For a very long time, HAMEG was convinced of the benefits of analog technology in the context of the oscilloscope market. In 2004, when HAMEG introduced a new series of so-called CombiScopes (instruments which include both an analog and a digital operating mode), the company stated that "DSOs in principle can not replace analog oscilloscopes". In 2007, HAMEG produced the HM2008 oscilloscope (as shown in the picture) which includes an analog and a digital element as well as mixed-signal functions (4 digital channels).

In late 2008, HAMEG introduced the first purely digital oscilloscope with TFT monitor at the electronica electronics trade fair in Munich, Germany. As all subsequently introduced instruments, these oscilloscopes include mixed-signal functions (8 or 16 digital channels) and the option to decode serial buses such as I2C, SPI, CAN and LIN. For instruments with TFT monitors, HAMEG skipped the entire generation of the classical, purely digital storage oscilloscopes (DSO) without MSO functions.

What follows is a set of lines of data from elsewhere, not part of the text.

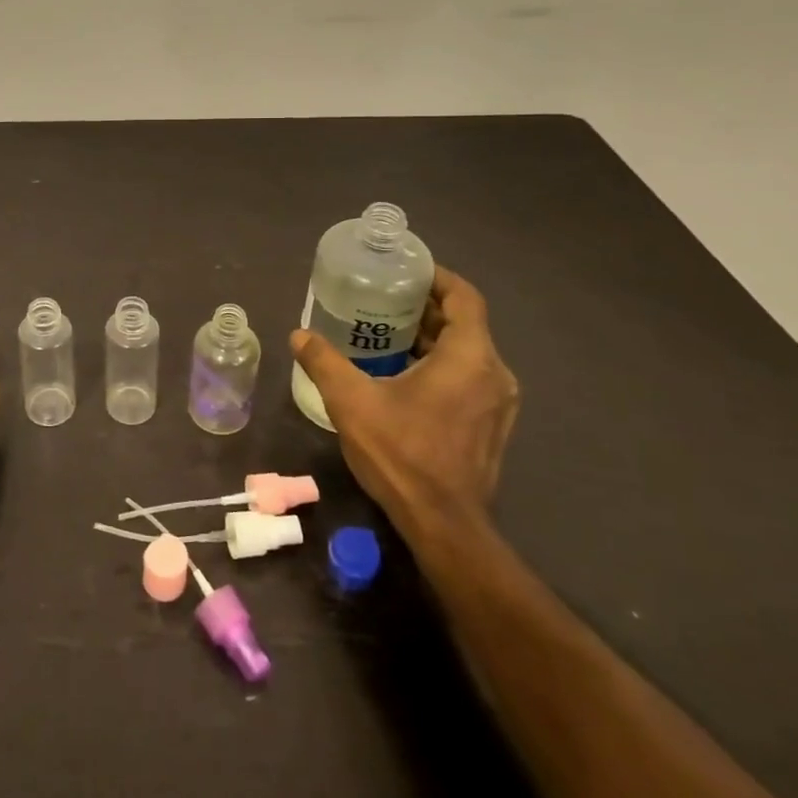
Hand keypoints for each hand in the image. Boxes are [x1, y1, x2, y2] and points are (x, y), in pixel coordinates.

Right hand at [291, 266, 519, 541]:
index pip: (464, 298)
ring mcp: (498, 403)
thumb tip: (299, 335)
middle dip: (426, 309)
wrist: (443, 525)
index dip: (438, 278)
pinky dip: (442, 366)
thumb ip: (324, 362)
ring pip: (468, 352)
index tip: (406, 272)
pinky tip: (404, 377)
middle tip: (384, 302)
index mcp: (469, 358)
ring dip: (433, 339)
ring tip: (388, 336)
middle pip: (465, 323)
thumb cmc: (402, 454)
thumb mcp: (351, 402)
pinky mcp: (493, 426)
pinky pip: (470, 378)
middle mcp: (494, 374)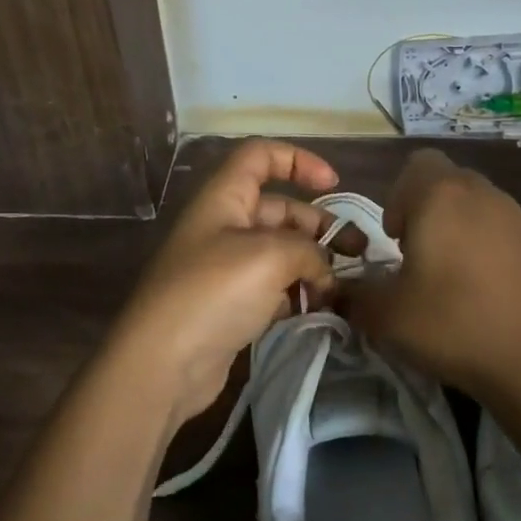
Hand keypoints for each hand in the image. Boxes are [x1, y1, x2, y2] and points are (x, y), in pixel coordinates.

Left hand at [111, 140, 340, 425]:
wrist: (162, 364)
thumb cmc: (214, 291)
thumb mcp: (270, 256)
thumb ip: (309, 251)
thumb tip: (325, 270)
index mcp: (224, 197)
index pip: (260, 156)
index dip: (298, 160)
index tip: (333, 183)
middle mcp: (224, 226)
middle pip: (279, 209)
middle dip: (319, 225)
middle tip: (358, 251)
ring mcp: (226, 268)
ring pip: (280, 252)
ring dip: (313, 264)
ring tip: (344, 288)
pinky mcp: (231, 306)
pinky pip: (273, 288)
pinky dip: (297, 294)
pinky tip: (320, 310)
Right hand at [346, 149, 520, 397]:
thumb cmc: (453, 323)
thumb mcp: (386, 315)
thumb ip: (353, 294)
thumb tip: (336, 288)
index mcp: (440, 196)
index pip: (415, 165)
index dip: (398, 196)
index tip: (395, 240)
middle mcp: (479, 192)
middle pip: (444, 181)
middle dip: (423, 210)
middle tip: (416, 256)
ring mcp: (514, 216)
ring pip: (472, 202)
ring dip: (453, 226)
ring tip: (447, 274)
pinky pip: (497, 226)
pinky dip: (481, 244)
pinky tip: (479, 287)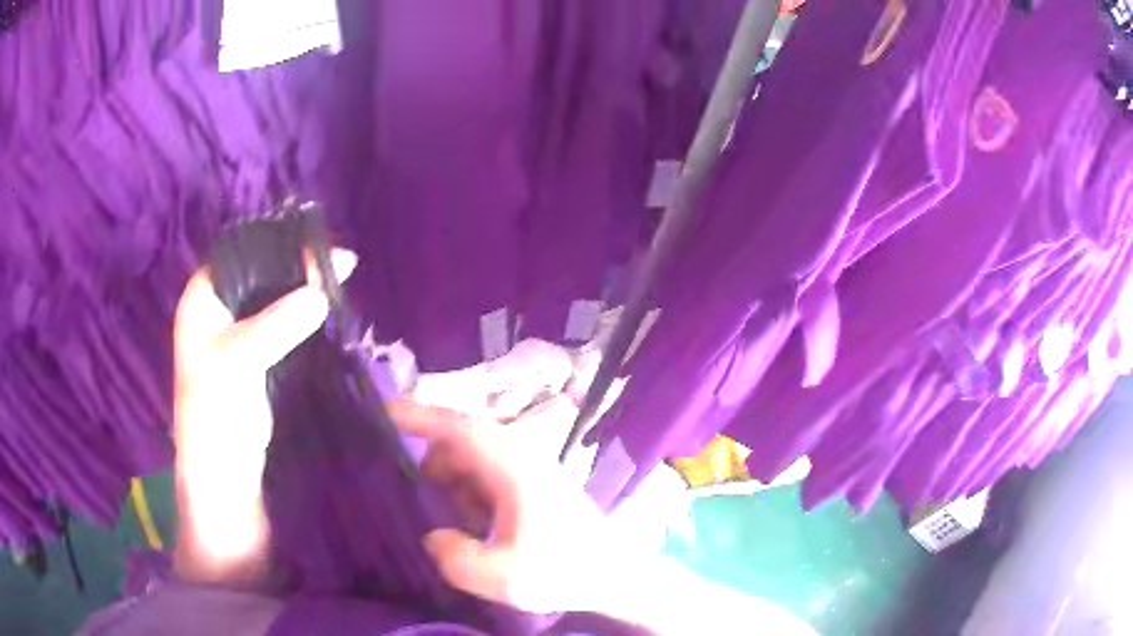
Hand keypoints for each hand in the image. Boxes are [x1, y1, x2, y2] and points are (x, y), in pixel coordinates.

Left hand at [171, 249, 356, 585]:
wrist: (226, 481)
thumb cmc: (215, 417)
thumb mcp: (238, 362)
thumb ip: (277, 323)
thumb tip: (321, 292)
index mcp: (202, 300)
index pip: (240, 254)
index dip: (276, 244)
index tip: (318, 244)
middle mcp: (219, 313)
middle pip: (262, 276)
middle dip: (297, 268)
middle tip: (342, 263)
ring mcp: (241, 339)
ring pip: (277, 303)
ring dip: (305, 295)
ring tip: (342, 282)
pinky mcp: (261, 364)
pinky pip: (286, 330)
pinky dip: (307, 321)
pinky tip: (331, 314)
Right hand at [392, 399, 620, 614]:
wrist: (614, 575)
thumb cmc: (565, 571)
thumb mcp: (505, 578)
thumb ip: (457, 559)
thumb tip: (433, 537)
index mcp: (513, 467)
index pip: (458, 428)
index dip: (419, 416)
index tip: (383, 413)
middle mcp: (520, 457)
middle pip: (461, 444)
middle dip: (432, 467)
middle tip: (416, 502)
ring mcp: (528, 470)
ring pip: (472, 462)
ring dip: (452, 486)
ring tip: (451, 524)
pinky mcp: (532, 486)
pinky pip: (486, 478)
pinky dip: (468, 496)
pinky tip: (473, 529)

By 2012, HAMEG had developed a product range of 11 MSO instruments and one analog oscilloscope. In autumn of 2012, HAMEG announced intentions to soon discontinue production of analog oscilloscopes. Allegedly, this decision was partly due to obstacles in sourcing cathode ray tubes. In February 2013, HAMEG introduced a new series of mixed-signal oscilloscopes with up to 500 MHz bandwidth.